COME ESSERE STRUMENTI DI PACE

 

Cosa significa pace in questo mondo selvaggio e militarizzato, consumistico e prepotente? E per gli uomini e le donne che vivono in zone di guerra? Che cosa vuol dire pace per chi ha perso tutto?  Per rispondere occorre assumere “atteggiamenti essenziali”.

 

Quando si incontra un francescano è consuetudine sentirsi salutare con il classico “Pace e bene”. È un saluto che si ricollega con quello che san Francesco ha lasciato in eredità al suoi seguaci “Il Signore ti dia pace”, diventato poi programmatico nel senso che l’impegno a promuovere la pace è da sempre uno degli elementi costitutivi della spiritualità e della missione carismatica della famiglia francescana.

È un impegno forte, ma vissuto nella “debolezza”, in senso paolino, poiché si tratta di andare a un mondo in cui gli operatori di pace sembrano sopraffatti dai violenti e dagli oppressori. Esso trae la sua forza da uno stile di vita basato su quella povertà e semplicità che nascono da una sconfinata fiducia in Dio. È lo stile vissuto e tramandato dalla prima generazione francescana, che ha abituato a veder nell’altro non un concorrente o un nemico, ma un fratello e una sorella in Cristo.

 

IN UN MONDO

AVVERSO E OSTILE

 

Essere “strumenti di pace”: a questo argomento è dedicata la lettera che la Conferenza della famiglia francescana1 ha scritto in occasione della recente solennità della Pentecoste, nella convinzione che occorre ridare slancio a questa missione «in un mondo lacerato da tante guerre, dal terrorismo, dall’ingiustizia sociale, dalla fame e da catastrofi naturali di dimensioni quasi apocalittiche».

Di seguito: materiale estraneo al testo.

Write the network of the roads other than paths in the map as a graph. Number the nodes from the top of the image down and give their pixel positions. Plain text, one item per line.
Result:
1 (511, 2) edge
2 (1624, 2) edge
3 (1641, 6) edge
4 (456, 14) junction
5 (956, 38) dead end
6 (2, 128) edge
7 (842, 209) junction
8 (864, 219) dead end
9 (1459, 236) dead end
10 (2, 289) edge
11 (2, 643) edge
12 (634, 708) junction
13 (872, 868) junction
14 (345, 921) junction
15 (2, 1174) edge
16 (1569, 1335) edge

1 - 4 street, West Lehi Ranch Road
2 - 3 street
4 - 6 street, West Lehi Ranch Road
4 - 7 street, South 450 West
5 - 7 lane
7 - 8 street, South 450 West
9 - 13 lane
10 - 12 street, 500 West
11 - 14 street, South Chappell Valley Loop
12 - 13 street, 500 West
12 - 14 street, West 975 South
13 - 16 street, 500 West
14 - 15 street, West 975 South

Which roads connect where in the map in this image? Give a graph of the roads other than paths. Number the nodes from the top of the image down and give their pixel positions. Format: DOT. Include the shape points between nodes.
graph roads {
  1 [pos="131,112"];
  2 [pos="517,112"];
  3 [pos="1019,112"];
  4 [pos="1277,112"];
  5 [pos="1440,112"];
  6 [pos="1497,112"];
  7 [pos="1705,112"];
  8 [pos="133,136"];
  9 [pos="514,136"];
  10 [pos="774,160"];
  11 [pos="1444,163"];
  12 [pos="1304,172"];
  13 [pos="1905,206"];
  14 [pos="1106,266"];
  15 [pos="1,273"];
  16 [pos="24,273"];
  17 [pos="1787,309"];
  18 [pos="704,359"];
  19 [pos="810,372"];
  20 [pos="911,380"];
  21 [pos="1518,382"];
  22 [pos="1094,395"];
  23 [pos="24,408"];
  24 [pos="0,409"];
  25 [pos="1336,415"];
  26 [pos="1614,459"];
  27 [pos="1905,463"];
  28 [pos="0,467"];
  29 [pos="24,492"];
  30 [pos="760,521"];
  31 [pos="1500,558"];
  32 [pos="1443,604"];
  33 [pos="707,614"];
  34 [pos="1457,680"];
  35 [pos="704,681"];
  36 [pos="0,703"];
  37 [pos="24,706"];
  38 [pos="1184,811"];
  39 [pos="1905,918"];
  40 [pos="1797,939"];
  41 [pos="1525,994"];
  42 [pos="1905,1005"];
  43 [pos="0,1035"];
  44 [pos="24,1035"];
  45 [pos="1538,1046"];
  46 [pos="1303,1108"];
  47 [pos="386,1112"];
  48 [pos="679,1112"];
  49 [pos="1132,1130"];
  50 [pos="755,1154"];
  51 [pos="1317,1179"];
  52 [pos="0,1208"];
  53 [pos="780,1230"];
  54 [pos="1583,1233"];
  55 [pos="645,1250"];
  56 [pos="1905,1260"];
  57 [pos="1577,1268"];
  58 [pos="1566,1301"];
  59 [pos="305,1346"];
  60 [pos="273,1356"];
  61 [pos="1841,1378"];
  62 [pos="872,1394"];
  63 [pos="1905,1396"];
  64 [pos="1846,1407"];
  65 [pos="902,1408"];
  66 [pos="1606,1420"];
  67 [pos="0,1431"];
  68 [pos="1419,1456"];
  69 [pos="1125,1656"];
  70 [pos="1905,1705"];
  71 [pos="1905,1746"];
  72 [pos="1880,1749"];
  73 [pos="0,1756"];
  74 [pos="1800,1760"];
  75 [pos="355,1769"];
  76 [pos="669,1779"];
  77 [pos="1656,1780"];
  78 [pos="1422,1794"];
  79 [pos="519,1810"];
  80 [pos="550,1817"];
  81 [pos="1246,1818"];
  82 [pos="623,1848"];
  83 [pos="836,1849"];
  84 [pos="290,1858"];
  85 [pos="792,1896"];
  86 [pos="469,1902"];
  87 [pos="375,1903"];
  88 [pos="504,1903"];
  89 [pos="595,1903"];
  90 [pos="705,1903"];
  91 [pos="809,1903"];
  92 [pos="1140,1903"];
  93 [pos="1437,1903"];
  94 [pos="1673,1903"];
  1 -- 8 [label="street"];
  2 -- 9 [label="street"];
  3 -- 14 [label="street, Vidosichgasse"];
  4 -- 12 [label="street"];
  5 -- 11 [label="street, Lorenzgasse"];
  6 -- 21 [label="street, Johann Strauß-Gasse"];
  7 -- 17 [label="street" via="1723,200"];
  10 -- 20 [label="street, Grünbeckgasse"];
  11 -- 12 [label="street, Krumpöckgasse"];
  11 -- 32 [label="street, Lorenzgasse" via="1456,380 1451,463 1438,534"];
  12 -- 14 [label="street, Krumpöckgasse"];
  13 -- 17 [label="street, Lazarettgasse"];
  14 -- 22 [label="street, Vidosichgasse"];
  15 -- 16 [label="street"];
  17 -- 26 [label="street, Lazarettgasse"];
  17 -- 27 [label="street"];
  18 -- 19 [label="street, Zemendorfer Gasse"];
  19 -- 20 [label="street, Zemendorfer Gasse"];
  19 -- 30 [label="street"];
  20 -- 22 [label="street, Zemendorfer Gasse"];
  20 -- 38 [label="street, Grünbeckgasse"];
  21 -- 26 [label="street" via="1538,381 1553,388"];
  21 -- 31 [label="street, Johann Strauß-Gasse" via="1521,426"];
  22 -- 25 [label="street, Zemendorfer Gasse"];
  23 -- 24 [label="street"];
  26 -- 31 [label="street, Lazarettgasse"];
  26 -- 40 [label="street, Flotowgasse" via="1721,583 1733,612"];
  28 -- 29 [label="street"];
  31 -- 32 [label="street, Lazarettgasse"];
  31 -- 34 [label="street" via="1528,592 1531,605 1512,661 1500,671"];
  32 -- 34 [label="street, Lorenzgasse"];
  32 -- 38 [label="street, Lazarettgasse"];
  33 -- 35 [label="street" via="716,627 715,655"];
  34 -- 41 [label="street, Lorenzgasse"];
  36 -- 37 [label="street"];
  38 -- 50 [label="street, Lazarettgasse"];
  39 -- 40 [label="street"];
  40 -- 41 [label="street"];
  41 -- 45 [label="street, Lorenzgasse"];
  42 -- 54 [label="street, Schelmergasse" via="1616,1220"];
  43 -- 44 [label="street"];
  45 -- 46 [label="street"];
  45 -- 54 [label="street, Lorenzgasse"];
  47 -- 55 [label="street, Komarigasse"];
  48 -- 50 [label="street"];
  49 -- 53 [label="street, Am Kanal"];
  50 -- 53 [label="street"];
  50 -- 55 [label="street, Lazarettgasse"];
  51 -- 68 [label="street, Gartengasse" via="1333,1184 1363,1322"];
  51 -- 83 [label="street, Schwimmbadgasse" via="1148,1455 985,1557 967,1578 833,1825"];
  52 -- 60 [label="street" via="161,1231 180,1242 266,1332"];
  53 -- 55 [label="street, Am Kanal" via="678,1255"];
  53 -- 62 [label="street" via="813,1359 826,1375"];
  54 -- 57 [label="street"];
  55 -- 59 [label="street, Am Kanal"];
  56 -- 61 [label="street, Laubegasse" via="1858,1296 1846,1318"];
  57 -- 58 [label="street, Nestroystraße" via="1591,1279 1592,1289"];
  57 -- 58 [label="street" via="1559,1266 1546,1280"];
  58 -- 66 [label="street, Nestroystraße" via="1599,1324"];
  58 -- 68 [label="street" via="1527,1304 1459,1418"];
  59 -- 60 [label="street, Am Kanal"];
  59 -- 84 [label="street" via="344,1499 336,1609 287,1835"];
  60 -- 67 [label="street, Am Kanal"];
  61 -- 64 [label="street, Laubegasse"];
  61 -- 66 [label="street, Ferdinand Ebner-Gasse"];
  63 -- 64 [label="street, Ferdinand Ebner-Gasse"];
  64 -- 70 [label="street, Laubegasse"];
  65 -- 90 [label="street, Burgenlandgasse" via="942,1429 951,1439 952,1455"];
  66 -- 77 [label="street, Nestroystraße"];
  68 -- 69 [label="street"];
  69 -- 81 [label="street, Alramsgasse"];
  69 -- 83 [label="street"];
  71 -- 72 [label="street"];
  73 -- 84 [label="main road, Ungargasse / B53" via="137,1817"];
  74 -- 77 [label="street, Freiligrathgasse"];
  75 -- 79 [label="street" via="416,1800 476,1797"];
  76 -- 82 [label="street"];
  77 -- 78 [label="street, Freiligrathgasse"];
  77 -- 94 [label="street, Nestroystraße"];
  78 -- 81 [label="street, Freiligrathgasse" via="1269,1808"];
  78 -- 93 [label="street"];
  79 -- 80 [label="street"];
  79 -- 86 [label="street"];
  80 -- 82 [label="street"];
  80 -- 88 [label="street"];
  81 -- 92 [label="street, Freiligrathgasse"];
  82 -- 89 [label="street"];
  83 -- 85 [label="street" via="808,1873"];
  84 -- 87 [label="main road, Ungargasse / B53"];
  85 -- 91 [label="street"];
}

Basti uno sguardo al momento storico attuale che la lettera così descrive: «Dopo il “secolo buio” delle guerre feroci, delle dittature brutali, della grave e ingiusta disparità sociale fra il nord e il sud del mondo e della guerra fredda, l’inizio del nuovo millennio era stato pieno di speranza e anche di entusiasmo per un tempo più pacifico e più giusto. Ma già i primi anni di questo nuovo secolo ci hanno dimostrato la fragilità della convivenza dell’umanità e si sono aperte nuove spaccature, che minacciano la pace mondiale e la ricostruzione del giusto equilibro fra le nazioni. Una catastrofe quasi apocalittica ci ha poi dimostrato, con tutta la sua violenza, che l’uomo ha perso anche l’armonia con il creato. Ci troviamo oggi davanti a una serie di problemi che, nel nostro mondo globale, sono in un certo senso tutti connessi: quelli ecologici, come l’estinzione di alcune specie, i cambiamenti climatici e l’inquinamento dell’ambiente, sono spesso legati a gravi problemi sociali, come il pesante indebitamento di tanti paesi, a sua volta causa di ulteriori problemi come la povertà, la fame, la disoccupazione e l’emigrazione. Vi sono poi strutture di peccato che innescano la spirale della violenza. Fra queste quella istituzionale e militare, che spesso si fa oppressione di cittadini indifesi, quando non spinge a scagliarsi contro altri popoli, creando vittime innocenti e suscitando spesso, come reazione, incontrollabili forme di terrorismo. Ricordiamo, poi, i vari fondamentalismi, i nazionalismi e un nuovo imperialismo che oggi sono all’origine dello scontro tra le culture e le religioni. La criminalità internazionale, inoltre, nutrendosi del commercio di droga e di armi, porta la morte in tanti angoli del nostro mondo. Le spietate regole, infine, di un mercato che, in nome della libertà, subordina il valore della vita a quello economico, privilegiando pochi e marginalizzando molti, spesso condanna ad un futuro senza speranza soprattutto i più deboli: le donne, i bambini, gli anziani e gli ammalati. A volte sembra davvero che i semi della pace siano soffocati dagli interessi del potere politico ed economico, da queste strutture di ingiustizia e peccato personale».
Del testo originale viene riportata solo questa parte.